INSTRUCTIONS TO FOLLOW:
Throughout the listing below, copy each line containing "NALCHIKSKAYA".

TASK INPUT:
○ ○ ○ ○

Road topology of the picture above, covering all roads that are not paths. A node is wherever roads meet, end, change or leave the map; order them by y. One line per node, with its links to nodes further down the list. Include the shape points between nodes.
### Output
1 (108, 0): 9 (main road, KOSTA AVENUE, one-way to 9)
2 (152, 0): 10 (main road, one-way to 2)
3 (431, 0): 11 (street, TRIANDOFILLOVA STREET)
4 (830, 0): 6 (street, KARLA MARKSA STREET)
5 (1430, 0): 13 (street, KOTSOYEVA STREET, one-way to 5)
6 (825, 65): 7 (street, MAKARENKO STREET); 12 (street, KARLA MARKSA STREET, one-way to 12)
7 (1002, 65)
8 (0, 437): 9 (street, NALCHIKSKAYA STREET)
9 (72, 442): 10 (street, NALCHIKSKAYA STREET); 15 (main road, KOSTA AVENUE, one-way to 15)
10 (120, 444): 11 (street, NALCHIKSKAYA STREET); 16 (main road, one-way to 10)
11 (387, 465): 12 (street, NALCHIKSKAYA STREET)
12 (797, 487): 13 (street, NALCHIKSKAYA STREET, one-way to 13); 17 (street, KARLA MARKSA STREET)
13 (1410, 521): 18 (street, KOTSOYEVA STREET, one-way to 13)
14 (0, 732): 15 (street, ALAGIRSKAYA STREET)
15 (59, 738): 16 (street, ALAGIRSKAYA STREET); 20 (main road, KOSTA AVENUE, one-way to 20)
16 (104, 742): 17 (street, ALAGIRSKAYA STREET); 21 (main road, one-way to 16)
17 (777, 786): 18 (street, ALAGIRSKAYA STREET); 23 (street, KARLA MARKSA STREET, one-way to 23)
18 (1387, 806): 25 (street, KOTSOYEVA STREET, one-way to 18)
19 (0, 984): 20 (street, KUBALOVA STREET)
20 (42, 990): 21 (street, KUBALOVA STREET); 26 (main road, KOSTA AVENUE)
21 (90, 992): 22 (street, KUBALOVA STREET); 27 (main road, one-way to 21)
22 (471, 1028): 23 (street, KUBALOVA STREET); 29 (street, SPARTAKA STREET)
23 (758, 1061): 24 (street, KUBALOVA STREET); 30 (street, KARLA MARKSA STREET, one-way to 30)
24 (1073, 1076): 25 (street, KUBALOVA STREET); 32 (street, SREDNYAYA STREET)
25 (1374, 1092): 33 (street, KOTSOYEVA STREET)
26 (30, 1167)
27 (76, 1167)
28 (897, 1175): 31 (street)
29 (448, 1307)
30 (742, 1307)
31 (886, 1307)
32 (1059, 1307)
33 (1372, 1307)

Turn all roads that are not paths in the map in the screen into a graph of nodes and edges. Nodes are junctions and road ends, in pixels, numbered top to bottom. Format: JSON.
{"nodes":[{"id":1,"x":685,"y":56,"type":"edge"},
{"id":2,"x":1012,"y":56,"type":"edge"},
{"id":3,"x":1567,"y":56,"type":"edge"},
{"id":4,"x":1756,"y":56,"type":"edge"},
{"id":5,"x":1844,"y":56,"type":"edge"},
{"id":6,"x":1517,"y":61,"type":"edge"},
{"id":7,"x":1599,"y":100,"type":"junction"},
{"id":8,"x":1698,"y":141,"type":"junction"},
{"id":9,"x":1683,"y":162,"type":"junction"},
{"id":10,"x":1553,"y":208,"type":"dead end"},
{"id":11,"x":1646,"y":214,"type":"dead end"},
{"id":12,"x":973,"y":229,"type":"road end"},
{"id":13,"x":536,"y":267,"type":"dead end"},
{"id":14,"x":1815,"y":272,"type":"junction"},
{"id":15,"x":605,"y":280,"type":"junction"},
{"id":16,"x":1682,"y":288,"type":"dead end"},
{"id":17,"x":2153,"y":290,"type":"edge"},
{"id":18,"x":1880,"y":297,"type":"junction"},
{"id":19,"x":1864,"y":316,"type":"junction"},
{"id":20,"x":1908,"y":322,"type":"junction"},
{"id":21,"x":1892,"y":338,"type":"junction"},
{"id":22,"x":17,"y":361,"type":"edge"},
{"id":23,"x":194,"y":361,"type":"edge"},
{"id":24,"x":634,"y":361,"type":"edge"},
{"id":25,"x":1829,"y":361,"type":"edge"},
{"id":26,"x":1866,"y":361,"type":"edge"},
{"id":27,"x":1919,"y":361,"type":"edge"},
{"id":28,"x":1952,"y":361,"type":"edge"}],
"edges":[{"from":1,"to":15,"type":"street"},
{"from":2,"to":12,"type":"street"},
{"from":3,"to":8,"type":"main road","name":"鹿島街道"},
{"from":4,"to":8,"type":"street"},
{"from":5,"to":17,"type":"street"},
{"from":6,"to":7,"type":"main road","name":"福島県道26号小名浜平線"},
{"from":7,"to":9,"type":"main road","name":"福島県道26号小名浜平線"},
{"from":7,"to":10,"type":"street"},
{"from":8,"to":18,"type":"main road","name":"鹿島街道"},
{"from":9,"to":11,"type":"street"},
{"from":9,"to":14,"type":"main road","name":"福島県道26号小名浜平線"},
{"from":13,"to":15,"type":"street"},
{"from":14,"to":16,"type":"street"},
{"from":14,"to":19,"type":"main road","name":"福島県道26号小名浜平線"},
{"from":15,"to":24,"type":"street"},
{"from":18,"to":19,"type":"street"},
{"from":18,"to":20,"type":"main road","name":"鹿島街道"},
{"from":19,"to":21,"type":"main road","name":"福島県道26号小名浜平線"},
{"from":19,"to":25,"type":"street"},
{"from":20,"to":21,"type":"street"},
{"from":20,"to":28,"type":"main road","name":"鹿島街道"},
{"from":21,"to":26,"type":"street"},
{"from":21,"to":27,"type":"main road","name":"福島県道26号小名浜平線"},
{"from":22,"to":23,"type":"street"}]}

○ ○ ○ ○

ANSWER SPACE:
8 (0, 437): 9 (street, NALCHIKSKAYA STREET)
9 (72, 442): 10 (street, NALCHIKSKAYA STREET); 15 (main road, KOSTA AVENUE, one-way to 15)
10 (120, 444): 11 (street, NALCHIKSKAYA STREET); 16 (main road, one-way to 10)
11 (387, 465): 12 (street, NALCHIKSKAYA STREET)
12 (797, 487): 13 (street, NALCHIKSKAYA STREET, one-way to 13); 17 (street, KARLA MARKSA STREET)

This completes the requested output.